Obviously, it is very vulnerable to DOM changes.

Usage

Install

pip install crawliexpress

Item

from crawliexpress import Client

client = Client("https://www.aliexpress.com")
client.get_item("4000505787173")

Feedbacks

from crawliexpress import Client

from pprint import pprint
from time import sleep

client = Client("https://www.aliexpress.com")
item = client.get_item("20000001708485")

page = 1
pages = list()
while True:
    feedback_page = client.get_feedbacks(
        item.product_id,
        item.owner_member_id,
        item.company_id,
        with_picture=True,
        page=page,
    )
    print(feedback_page.page)
    if feedback_page.has_next_page() is False:
        break
    page += 1
    sleep(1)

Search

from crawliexpress import Client

from time import sleep

client = Client(
    "https://www.aliexpress.com",
    # copy it from your browser cookies
    "xxxx",
)

page = 1
while True:
    search_page = client.get_search("akame ga kill", page=page)
    print(search_page.page)
    if search_page.has_next_page() is False:
        break
    page += 1
    sleep(1)

Cookies must be taken from your browser cookies, to avoid captcha and empty results.
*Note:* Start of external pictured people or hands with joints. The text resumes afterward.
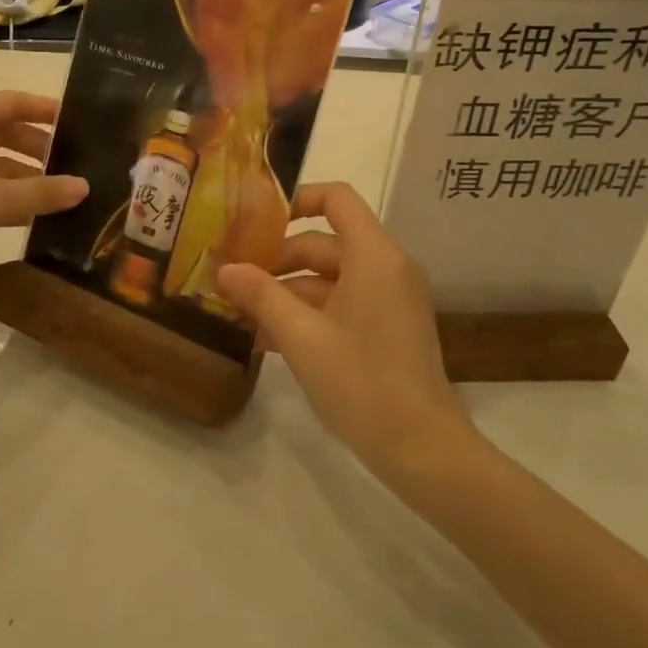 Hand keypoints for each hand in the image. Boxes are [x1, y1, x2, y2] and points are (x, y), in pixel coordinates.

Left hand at [0, 91, 87, 295]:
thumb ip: (40, 192)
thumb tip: (84, 187)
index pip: (8, 103)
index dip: (45, 110)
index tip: (79, 121)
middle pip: (1, 131)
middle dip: (37, 147)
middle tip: (74, 162)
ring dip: (23, 175)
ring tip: (59, 192)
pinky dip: (4, 195)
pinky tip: (32, 214)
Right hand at [217, 183, 472, 474]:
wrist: (422, 449)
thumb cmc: (361, 382)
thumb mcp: (301, 337)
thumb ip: (261, 296)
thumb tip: (224, 269)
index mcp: (374, 255)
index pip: (336, 198)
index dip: (296, 200)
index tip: (257, 222)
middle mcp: (387, 267)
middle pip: (325, 243)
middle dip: (278, 260)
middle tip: (234, 279)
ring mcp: (391, 298)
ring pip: (331, 278)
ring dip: (288, 292)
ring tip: (242, 314)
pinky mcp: (389, 326)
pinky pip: (344, 303)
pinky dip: (310, 313)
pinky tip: (269, 339) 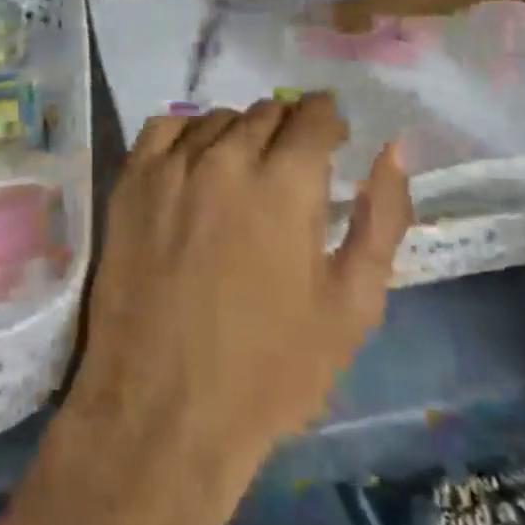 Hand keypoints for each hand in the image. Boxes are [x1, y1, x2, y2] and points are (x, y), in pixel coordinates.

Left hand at [66, 94, 413, 490]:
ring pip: (217, 118)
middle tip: (292, 170)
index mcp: (285, 182)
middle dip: (290, 130)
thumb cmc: (270, 370)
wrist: (162, 412)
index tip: (333, 142)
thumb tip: (394, 150)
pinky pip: (164, 128)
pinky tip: (196, 165)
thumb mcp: (353, 305)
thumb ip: (382, 216)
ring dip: (241, 134)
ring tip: (245, 173)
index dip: (330, 121)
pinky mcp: (129, 183)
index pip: (313, 113)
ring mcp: (170, 167)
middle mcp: (225, 158)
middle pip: (266, 111)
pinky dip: (189, 135) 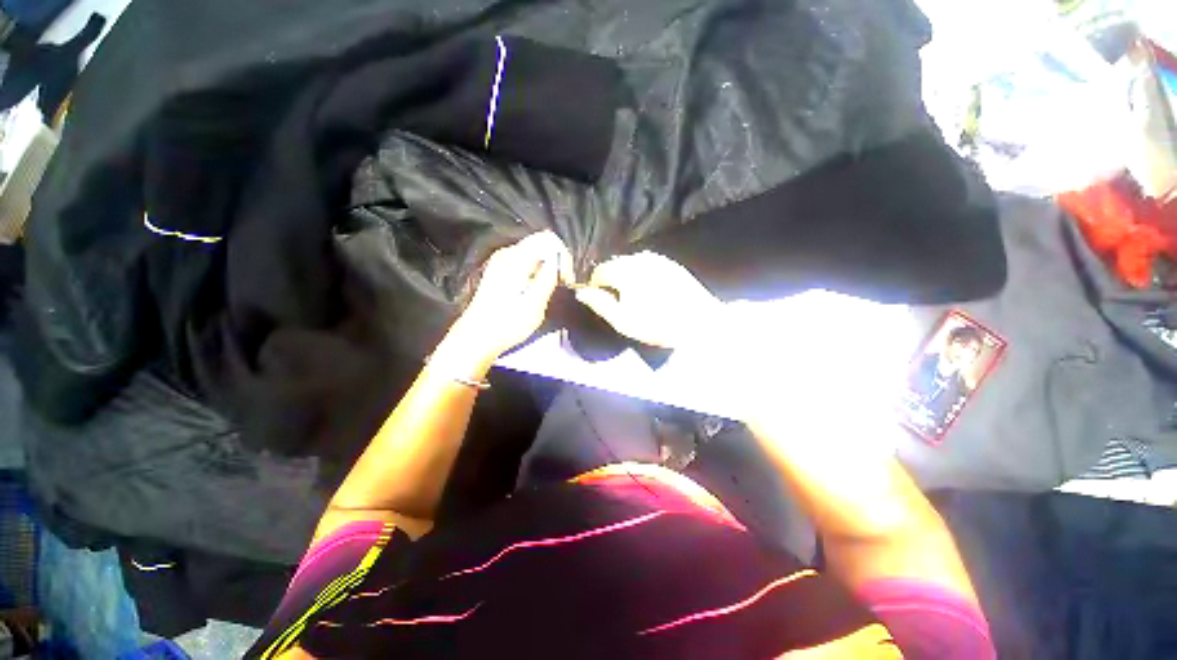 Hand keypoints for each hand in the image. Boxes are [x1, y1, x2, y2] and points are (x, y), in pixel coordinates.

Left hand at [448, 231, 572, 362]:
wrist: (477, 338)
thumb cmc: (506, 324)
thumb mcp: (533, 305)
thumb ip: (547, 279)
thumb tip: (558, 260)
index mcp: (514, 259)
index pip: (547, 239)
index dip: (562, 255)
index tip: (566, 278)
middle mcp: (507, 254)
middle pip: (541, 243)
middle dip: (556, 261)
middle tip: (562, 285)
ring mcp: (502, 262)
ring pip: (534, 253)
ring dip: (548, 268)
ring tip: (552, 289)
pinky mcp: (500, 272)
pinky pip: (526, 262)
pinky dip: (537, 272)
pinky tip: (538, 290)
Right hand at [574, 252, 723, 348]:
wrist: (701, 322)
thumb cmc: (658, 325)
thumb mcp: (624, 321)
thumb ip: (600, 304)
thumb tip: (582, 292)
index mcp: (625, 271)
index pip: (600, 271)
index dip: (596, 285)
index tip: (600, 300)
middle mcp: (639, 259)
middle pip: (615, 264)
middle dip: (610, 279)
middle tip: (616, 301)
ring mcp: (657, 259)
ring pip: (631, 263)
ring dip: (625, 275)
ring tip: (632, 296)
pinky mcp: (670, 264)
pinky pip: (647, 265)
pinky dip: (641, 274)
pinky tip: (649, 290)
I usually login then copy as cURL a request made by my browser on a category or a text search. Make sure to remove the Cookie: prefix to keep only cookie values.

API

class crawliexpress.Category(client, category_id, category_name, sort_by='default')

A category

Parameters
- category_id – id of the category, category id of https://www.aliexpress.com/category/205000221/t-shirts.html is 205000220
- category_name – name of the category, category name of https://www.aliexpress.com/category/205000221/t-shirts.html is t-shirts
- sort_by (default: best match total_tranpro_desc: number of orders) – indeed

class crawliexpress.Client(base_url, cookies=None)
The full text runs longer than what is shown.